* What you will do
Copy, from the data below, every line that has "Coplon" in it.

* Data for this exercise

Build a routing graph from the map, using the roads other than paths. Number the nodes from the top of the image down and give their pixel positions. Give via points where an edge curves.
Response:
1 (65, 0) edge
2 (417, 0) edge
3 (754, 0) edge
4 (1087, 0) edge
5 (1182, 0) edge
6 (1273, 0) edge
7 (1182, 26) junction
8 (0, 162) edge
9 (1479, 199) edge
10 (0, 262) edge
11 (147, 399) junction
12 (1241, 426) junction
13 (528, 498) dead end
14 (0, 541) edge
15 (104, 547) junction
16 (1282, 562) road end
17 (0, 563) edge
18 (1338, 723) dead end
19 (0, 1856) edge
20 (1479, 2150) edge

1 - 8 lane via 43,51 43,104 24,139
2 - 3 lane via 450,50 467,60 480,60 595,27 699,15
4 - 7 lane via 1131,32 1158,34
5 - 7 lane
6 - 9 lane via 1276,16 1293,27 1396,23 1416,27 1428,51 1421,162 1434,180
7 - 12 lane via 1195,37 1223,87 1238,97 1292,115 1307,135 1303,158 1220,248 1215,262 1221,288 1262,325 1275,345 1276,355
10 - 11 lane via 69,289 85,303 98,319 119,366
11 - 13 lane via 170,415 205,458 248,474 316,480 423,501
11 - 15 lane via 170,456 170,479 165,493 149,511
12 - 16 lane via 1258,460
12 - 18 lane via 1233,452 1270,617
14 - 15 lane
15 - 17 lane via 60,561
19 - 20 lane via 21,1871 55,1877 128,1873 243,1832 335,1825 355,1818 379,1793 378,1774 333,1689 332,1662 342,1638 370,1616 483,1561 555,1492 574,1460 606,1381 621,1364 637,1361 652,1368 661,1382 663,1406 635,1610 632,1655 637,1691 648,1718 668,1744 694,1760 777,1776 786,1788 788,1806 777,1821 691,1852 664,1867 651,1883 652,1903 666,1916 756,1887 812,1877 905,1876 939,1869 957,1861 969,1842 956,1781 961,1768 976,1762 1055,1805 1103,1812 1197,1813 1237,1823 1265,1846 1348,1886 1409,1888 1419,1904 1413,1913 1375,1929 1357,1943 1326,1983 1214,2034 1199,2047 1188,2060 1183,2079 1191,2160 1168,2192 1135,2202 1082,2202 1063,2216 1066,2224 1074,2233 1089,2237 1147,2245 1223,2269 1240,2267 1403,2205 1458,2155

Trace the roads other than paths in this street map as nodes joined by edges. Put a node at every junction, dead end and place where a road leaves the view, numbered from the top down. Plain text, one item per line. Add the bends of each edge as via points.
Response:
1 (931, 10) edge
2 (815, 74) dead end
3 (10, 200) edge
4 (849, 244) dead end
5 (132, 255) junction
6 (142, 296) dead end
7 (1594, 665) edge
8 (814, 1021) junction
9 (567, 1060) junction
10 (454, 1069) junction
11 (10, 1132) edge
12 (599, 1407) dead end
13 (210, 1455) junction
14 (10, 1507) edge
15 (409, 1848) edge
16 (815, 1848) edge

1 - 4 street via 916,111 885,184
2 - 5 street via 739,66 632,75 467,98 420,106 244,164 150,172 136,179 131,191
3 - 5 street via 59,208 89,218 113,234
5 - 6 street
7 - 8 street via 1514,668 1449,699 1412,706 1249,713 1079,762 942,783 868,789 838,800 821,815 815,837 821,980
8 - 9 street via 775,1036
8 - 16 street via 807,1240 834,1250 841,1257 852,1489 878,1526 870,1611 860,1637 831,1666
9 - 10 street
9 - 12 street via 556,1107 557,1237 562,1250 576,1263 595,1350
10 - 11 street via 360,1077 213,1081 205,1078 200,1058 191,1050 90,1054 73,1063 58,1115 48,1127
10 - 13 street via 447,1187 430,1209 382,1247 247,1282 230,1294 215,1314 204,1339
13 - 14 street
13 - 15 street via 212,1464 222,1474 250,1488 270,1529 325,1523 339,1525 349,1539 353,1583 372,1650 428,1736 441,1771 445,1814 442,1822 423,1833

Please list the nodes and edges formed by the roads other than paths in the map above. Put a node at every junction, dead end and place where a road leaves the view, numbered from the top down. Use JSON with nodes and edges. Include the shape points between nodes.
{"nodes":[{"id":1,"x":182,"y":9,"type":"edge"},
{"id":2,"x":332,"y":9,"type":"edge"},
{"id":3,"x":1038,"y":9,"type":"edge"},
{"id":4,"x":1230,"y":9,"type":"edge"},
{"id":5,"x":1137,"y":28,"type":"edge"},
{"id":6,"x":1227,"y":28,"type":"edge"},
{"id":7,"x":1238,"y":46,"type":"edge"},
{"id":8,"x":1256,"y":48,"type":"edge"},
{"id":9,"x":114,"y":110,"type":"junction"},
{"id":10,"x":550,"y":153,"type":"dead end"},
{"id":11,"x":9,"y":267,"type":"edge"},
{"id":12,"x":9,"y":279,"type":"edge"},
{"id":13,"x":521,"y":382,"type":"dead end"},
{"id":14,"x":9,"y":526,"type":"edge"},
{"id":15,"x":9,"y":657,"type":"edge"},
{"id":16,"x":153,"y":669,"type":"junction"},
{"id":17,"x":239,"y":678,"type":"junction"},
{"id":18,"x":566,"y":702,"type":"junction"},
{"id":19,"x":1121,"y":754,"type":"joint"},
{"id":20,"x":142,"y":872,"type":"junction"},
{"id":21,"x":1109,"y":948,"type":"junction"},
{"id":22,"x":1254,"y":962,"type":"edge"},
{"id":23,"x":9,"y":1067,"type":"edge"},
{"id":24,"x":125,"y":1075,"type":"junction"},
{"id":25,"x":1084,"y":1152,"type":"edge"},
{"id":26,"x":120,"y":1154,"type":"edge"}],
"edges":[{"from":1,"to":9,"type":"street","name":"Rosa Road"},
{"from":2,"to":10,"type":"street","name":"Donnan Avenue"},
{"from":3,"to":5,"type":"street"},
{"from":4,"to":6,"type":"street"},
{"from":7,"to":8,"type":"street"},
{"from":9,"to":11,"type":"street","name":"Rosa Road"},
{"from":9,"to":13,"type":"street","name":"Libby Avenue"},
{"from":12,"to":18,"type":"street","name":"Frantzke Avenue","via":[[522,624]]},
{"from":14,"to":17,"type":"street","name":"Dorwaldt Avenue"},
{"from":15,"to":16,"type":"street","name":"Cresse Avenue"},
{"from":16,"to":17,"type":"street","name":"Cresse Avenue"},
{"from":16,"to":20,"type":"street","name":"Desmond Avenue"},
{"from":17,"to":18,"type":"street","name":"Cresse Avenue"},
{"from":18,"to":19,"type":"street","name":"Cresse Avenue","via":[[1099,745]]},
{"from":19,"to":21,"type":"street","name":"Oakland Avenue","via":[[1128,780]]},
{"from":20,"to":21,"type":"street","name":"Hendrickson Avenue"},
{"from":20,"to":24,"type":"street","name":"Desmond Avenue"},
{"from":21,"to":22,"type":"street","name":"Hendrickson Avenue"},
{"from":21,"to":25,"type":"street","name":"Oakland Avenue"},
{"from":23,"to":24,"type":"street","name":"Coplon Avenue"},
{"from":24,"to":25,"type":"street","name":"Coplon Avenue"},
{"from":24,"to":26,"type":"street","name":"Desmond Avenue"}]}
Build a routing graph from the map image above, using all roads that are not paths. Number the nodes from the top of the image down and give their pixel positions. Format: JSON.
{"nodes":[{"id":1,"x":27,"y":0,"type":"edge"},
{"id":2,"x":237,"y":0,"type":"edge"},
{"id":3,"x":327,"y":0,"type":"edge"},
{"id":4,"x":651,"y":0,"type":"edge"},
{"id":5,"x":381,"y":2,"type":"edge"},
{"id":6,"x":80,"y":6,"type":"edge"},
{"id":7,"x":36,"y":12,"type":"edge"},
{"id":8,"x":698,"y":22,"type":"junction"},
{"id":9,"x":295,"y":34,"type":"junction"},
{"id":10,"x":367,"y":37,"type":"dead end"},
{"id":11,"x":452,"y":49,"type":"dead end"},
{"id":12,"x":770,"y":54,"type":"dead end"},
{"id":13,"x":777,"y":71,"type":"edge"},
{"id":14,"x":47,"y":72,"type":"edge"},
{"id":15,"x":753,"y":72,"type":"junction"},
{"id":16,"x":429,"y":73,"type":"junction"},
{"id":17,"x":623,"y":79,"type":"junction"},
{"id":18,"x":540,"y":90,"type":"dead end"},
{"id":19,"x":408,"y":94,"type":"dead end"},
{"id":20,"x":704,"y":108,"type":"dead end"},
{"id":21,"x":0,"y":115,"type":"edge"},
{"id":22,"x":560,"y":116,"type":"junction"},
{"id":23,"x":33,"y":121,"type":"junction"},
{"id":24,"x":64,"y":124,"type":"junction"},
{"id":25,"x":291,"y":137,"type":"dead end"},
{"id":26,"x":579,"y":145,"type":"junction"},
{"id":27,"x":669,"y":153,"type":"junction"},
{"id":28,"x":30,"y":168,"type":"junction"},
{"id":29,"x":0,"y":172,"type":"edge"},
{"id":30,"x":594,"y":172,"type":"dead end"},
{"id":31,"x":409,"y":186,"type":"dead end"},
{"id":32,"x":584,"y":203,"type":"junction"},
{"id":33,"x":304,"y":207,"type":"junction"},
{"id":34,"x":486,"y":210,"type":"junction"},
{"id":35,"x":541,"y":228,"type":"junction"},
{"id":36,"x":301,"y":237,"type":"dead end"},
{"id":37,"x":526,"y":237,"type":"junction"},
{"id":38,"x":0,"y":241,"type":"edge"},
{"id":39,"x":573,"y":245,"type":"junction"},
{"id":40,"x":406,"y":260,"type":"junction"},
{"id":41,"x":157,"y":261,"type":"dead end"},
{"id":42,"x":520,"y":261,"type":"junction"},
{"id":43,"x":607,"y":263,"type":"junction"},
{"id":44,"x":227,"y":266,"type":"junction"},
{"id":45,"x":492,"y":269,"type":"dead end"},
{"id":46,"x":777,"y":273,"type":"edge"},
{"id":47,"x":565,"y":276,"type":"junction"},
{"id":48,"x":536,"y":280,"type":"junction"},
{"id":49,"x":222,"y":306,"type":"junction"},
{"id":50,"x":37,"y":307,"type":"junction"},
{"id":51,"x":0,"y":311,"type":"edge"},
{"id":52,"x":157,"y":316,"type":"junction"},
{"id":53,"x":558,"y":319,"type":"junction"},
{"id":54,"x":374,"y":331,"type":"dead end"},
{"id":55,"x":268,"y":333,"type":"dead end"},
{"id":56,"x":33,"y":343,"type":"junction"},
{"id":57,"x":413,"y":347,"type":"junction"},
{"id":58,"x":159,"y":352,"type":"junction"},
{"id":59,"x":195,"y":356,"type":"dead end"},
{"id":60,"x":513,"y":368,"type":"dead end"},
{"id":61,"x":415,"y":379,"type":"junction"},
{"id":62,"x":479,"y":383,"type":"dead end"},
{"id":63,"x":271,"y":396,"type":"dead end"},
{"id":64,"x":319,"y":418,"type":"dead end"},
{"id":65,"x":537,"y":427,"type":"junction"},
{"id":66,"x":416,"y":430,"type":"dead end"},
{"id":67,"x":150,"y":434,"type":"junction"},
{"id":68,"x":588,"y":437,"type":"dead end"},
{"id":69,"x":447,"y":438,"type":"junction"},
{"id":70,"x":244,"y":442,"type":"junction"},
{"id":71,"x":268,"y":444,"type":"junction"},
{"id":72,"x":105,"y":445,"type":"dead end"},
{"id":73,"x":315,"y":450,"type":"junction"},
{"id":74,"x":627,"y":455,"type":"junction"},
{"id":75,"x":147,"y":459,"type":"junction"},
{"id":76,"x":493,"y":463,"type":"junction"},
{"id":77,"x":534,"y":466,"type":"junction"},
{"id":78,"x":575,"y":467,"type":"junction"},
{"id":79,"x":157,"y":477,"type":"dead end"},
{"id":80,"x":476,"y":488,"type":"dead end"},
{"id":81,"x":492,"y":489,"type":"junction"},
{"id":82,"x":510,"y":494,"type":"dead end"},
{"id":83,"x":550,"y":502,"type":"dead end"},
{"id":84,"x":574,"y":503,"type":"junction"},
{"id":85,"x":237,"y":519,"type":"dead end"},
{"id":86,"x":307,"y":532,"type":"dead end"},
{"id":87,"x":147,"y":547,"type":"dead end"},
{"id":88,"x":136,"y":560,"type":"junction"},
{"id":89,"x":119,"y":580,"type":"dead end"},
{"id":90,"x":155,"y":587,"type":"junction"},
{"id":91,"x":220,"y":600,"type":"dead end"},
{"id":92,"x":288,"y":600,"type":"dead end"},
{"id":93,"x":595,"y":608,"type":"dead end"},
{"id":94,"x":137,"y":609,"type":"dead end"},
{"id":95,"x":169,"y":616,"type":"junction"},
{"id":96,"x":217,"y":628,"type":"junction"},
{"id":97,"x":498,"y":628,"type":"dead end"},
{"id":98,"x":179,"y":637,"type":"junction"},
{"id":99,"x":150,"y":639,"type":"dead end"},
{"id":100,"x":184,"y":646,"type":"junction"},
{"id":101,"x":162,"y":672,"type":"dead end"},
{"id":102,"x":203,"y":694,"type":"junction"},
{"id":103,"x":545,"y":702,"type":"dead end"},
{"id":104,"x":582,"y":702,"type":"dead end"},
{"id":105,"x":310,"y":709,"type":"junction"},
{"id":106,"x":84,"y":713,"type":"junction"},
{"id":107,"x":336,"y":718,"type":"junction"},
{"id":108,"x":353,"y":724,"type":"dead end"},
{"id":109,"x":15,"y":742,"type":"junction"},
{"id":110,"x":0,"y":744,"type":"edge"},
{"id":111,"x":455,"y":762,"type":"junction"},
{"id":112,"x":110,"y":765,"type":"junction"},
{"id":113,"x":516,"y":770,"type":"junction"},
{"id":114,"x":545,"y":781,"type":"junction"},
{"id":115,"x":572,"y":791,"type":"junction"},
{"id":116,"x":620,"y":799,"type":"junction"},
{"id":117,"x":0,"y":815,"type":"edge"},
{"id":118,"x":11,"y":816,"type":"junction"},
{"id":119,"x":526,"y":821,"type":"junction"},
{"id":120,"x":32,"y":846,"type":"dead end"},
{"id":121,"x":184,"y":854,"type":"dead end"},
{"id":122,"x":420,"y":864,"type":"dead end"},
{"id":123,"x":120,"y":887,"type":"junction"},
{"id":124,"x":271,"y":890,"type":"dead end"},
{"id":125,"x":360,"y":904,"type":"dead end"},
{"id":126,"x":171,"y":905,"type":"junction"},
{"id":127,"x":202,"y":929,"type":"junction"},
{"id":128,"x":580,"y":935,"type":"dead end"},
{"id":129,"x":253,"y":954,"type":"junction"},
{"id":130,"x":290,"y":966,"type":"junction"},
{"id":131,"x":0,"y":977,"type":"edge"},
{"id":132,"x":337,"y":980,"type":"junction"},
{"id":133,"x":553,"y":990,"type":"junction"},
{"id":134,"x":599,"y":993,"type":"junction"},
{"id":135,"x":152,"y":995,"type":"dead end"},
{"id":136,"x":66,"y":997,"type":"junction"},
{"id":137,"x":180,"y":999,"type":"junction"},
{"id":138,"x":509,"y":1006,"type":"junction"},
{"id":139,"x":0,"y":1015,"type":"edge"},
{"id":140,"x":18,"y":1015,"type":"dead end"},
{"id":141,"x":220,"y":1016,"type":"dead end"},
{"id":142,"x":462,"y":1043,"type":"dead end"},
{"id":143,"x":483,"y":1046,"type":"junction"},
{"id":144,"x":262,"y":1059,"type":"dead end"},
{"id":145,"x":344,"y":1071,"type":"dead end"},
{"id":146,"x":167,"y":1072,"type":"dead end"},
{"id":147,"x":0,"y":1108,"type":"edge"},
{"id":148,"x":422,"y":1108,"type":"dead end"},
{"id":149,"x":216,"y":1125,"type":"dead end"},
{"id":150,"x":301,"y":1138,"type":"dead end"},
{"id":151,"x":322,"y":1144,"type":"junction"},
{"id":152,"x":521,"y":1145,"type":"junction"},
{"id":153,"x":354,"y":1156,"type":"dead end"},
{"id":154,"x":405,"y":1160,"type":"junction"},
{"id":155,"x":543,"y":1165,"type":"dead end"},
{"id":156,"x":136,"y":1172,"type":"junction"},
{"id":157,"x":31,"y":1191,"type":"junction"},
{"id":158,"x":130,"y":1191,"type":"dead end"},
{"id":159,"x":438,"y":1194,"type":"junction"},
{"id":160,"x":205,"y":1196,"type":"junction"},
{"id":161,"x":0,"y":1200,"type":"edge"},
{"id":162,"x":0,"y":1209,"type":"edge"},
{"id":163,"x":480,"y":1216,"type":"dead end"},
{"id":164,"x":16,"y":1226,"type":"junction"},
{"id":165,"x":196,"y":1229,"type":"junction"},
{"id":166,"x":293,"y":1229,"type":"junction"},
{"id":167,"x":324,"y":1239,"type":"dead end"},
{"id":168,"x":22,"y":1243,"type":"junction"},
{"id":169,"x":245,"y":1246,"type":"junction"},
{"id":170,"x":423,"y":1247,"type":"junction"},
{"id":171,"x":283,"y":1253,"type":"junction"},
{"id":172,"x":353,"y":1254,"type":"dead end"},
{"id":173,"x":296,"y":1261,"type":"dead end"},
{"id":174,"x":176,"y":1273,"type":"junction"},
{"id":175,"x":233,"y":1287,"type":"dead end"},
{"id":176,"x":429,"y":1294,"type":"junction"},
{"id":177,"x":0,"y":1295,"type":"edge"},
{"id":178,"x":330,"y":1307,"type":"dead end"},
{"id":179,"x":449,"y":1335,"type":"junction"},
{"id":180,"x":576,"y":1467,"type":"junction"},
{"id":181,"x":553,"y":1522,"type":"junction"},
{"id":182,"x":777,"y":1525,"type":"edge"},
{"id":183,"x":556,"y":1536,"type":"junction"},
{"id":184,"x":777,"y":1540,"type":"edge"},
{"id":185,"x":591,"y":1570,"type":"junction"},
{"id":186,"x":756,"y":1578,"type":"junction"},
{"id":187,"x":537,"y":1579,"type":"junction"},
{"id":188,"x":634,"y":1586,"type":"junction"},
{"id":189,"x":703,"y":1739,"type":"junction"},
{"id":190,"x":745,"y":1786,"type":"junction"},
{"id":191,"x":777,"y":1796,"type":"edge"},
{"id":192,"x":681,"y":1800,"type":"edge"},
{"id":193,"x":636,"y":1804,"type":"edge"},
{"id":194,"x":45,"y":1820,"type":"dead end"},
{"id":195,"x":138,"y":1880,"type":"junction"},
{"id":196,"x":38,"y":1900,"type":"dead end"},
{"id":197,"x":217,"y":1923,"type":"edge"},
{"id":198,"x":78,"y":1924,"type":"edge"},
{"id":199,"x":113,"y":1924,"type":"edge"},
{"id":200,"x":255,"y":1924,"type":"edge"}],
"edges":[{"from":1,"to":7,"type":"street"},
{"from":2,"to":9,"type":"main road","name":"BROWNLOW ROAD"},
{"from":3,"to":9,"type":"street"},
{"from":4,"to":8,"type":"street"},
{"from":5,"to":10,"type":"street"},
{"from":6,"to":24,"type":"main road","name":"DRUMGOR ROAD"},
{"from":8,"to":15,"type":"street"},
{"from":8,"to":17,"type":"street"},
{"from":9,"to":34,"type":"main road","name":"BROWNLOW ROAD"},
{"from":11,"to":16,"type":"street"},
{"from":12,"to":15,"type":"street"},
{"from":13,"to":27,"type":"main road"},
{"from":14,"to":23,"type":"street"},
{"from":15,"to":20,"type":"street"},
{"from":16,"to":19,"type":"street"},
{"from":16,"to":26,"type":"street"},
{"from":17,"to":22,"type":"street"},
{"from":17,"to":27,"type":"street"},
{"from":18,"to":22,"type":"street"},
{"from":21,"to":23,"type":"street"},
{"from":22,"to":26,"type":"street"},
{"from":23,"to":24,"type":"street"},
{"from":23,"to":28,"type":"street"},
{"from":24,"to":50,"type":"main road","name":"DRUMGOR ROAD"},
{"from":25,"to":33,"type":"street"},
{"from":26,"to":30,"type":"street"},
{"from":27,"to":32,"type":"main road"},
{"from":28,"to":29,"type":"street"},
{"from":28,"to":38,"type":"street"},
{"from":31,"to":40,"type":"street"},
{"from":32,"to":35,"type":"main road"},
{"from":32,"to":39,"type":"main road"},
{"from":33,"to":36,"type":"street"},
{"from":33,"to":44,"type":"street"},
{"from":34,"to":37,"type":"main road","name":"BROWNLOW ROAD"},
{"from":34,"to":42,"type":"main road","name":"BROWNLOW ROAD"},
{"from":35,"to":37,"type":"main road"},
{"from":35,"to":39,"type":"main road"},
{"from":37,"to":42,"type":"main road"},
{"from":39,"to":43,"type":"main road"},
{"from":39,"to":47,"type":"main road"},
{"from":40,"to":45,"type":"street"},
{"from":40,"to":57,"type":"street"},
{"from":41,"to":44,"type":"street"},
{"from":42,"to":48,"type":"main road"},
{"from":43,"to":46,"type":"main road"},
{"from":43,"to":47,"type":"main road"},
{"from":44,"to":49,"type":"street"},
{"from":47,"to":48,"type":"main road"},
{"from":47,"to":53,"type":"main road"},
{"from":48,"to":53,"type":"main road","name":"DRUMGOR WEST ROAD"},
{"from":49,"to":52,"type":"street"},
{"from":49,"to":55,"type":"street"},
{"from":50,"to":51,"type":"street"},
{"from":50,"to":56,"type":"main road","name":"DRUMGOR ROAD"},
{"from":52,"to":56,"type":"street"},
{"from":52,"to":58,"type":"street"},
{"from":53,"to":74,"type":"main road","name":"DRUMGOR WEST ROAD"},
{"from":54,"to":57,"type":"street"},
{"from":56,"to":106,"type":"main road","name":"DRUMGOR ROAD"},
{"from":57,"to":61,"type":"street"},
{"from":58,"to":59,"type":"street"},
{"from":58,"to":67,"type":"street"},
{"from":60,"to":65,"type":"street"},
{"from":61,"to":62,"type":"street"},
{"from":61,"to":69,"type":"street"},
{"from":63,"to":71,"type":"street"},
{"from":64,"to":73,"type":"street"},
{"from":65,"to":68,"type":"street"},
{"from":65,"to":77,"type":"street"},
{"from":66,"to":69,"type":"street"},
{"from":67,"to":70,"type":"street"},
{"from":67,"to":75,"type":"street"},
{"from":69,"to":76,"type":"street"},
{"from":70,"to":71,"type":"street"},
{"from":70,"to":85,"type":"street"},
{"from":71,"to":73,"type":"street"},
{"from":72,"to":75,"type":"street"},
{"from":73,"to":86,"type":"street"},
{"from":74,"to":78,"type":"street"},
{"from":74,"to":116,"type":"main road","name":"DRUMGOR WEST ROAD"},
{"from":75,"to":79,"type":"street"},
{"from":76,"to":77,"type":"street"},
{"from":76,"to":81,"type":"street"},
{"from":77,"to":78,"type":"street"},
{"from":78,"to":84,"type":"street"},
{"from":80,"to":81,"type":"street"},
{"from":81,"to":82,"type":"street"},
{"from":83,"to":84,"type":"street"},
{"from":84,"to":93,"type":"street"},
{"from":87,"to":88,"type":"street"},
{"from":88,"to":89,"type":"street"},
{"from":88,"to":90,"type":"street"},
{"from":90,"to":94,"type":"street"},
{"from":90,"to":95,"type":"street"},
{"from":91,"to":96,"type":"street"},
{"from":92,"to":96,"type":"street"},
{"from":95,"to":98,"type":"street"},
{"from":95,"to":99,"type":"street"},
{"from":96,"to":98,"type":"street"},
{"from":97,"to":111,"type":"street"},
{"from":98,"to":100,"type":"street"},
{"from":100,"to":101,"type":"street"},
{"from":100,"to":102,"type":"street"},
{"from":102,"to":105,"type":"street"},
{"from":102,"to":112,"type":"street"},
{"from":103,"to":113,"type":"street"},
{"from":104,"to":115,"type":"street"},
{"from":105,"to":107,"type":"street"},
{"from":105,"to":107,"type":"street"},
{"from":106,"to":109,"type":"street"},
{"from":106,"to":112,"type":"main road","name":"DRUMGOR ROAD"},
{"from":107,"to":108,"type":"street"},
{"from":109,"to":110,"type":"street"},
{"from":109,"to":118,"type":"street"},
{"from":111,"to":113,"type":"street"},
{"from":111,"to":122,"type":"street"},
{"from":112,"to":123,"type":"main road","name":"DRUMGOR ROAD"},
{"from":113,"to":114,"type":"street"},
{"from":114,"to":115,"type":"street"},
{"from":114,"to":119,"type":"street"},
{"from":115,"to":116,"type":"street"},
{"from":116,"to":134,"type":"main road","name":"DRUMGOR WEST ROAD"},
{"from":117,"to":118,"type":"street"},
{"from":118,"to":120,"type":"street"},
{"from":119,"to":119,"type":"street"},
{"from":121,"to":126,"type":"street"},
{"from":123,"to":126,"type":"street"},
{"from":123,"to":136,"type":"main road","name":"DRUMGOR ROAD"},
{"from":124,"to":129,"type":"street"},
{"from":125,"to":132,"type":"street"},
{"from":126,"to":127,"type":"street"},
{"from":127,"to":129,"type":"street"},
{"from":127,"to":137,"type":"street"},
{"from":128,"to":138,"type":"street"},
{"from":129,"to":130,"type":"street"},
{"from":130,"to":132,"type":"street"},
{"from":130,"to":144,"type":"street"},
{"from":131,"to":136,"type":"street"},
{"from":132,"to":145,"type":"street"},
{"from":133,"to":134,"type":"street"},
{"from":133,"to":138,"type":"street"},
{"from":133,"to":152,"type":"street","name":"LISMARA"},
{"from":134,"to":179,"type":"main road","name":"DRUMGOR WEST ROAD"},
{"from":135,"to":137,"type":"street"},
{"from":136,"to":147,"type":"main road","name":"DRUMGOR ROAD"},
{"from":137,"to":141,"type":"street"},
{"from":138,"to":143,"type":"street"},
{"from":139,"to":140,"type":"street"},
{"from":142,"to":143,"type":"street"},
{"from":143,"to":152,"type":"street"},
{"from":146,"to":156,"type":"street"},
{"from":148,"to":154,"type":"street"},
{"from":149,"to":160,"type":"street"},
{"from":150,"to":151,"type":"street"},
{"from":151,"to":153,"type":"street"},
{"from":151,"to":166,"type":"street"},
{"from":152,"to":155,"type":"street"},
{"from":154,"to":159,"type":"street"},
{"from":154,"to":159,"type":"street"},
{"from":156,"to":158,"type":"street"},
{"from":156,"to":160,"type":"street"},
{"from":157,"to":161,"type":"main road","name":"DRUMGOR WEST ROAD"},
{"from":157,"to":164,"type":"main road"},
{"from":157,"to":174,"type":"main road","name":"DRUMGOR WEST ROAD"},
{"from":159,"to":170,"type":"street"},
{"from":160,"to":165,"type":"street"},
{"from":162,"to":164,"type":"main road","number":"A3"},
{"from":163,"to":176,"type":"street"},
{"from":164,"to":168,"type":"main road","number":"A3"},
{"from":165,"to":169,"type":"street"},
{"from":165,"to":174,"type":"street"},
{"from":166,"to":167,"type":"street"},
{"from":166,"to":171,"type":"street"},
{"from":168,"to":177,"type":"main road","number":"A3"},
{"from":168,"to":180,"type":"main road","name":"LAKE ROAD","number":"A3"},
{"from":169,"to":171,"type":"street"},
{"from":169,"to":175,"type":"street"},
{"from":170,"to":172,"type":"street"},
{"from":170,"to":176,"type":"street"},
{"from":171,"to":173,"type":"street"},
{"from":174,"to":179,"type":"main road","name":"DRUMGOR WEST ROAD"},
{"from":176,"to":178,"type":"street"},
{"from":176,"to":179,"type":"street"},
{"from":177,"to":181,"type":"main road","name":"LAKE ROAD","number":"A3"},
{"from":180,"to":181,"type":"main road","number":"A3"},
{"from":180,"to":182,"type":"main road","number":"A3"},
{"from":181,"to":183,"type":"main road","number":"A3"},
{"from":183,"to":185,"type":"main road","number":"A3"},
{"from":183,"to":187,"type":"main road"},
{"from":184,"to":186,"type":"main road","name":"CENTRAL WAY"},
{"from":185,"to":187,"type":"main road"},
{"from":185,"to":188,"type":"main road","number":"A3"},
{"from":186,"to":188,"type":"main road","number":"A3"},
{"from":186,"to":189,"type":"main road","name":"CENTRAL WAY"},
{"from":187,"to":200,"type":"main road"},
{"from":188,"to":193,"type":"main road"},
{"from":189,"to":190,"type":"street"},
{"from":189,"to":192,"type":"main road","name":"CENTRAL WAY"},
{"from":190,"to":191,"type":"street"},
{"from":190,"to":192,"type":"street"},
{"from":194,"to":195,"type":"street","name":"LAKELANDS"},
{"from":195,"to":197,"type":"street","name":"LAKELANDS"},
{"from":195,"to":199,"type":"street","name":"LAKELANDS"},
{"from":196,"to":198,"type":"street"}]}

* Written solution
{"from":23,"to":24,"type":"street","name":"Coplon Avenue"},
{"from":24,"to":25,"type":"street","name":"Coplon Avenue"},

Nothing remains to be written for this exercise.